第332話 後始末

 ドミア東部、領主家にほど近い場所に存在する、富裕層向けの閑静な住宅街。


 その中では想像以上に普通というか、少しこじんまりとした雰囲気漂う屋敷から光が漏れているのを確認し、一呼吸置いてから玄関ドアをノックする。



「はーい、どちら様でしょ~?」



 ドアを開けたのはメイド姿の女性。


 その後ろから栗毛の髪を束ねた別の女性と、似たような髪色をした10歳くらいの子供が追いかけてくる。

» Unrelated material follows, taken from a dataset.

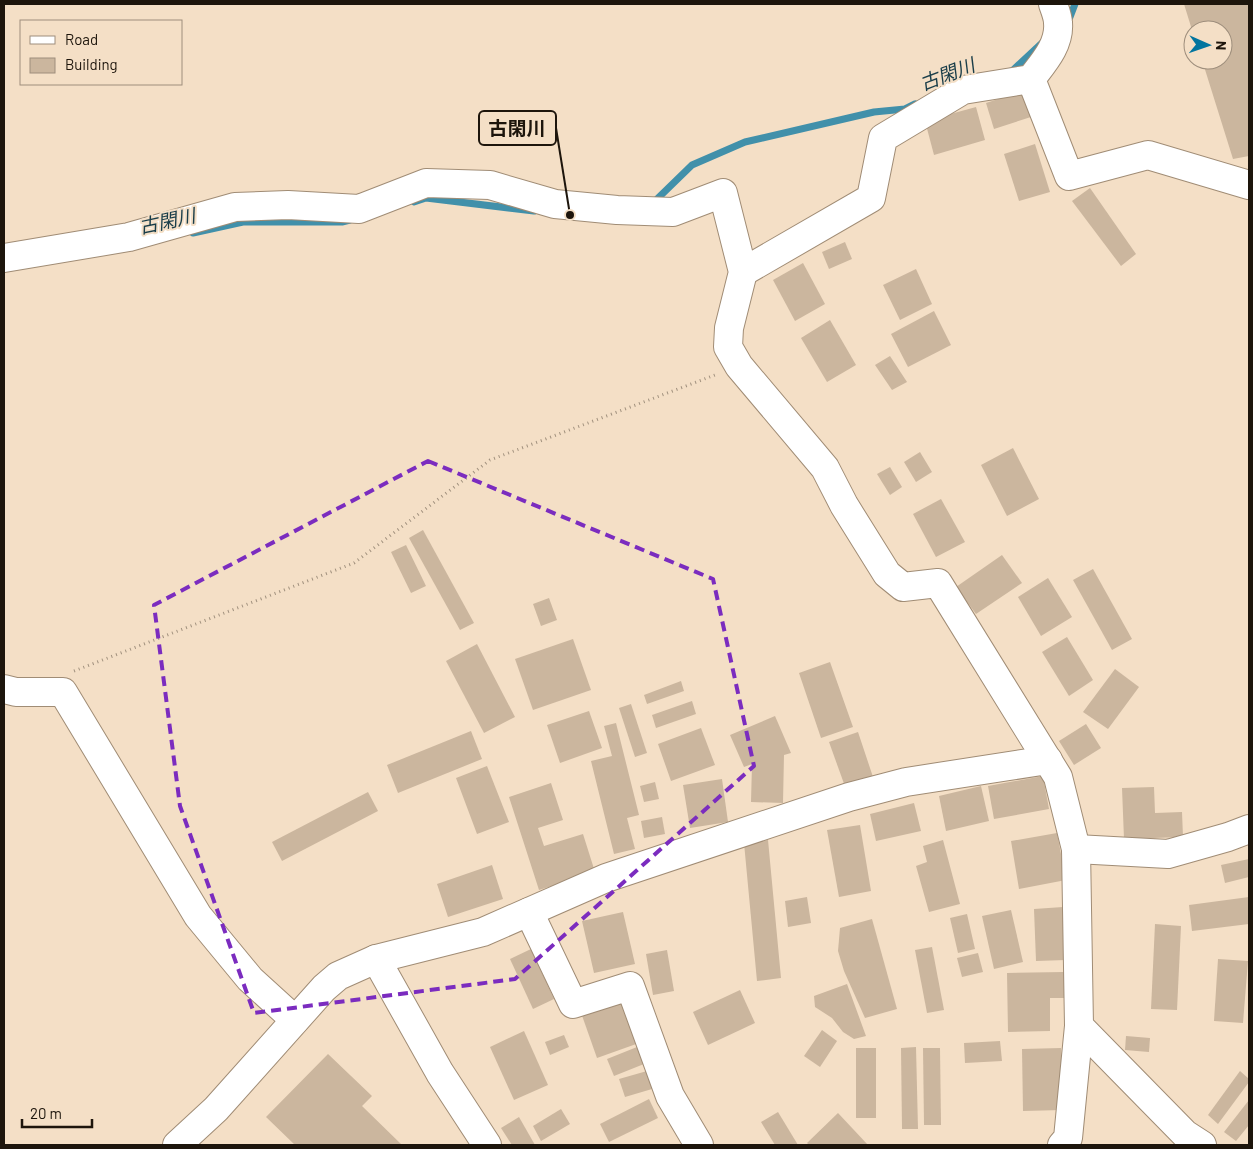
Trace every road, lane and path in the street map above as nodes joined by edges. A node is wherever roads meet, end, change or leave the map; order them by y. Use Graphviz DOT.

「このような時間に突然すみません。私はキウス商会の者です。会長からの使いを頼まれまして、ハーベルさんはご在宅ですか?」



 そう伝えれば、パタパタと足音を鳴らしながらメイド姿の女性が部屋へ戻り、当人を呼んできてくれた。


 キウスほど肥えてはいないが、顔の作りはよく似ている。


 間違いなく、この男がキウスの息子だろう。



「見ない顔だが、こんな時間に何事だ?」


「会長からです。まずは、コチラを」



 渡したのはキウス本人がしたためた一枚の手紙。


 その内容を確認し――驚きや怒りなど、様々な感情が混ざった複雑な表情を浮かべながら、男は視線を手紙に向けたまま、俺にか細い声で問い掛ける。



「私は、どうしたら、いい?」


「渡したいモノがありますので、二人きりになれる場所があれば有り難いです。なんでしたら、庭でも構いませんが」


「いや……入ってくれ。私室に案内にする」



 誰が見ても男の様子はおかしいのだ。


 メイドや妻と思われる女性が不安気な視線を送るが、男は気付くことなくフラついた足取りで2階の私室へ。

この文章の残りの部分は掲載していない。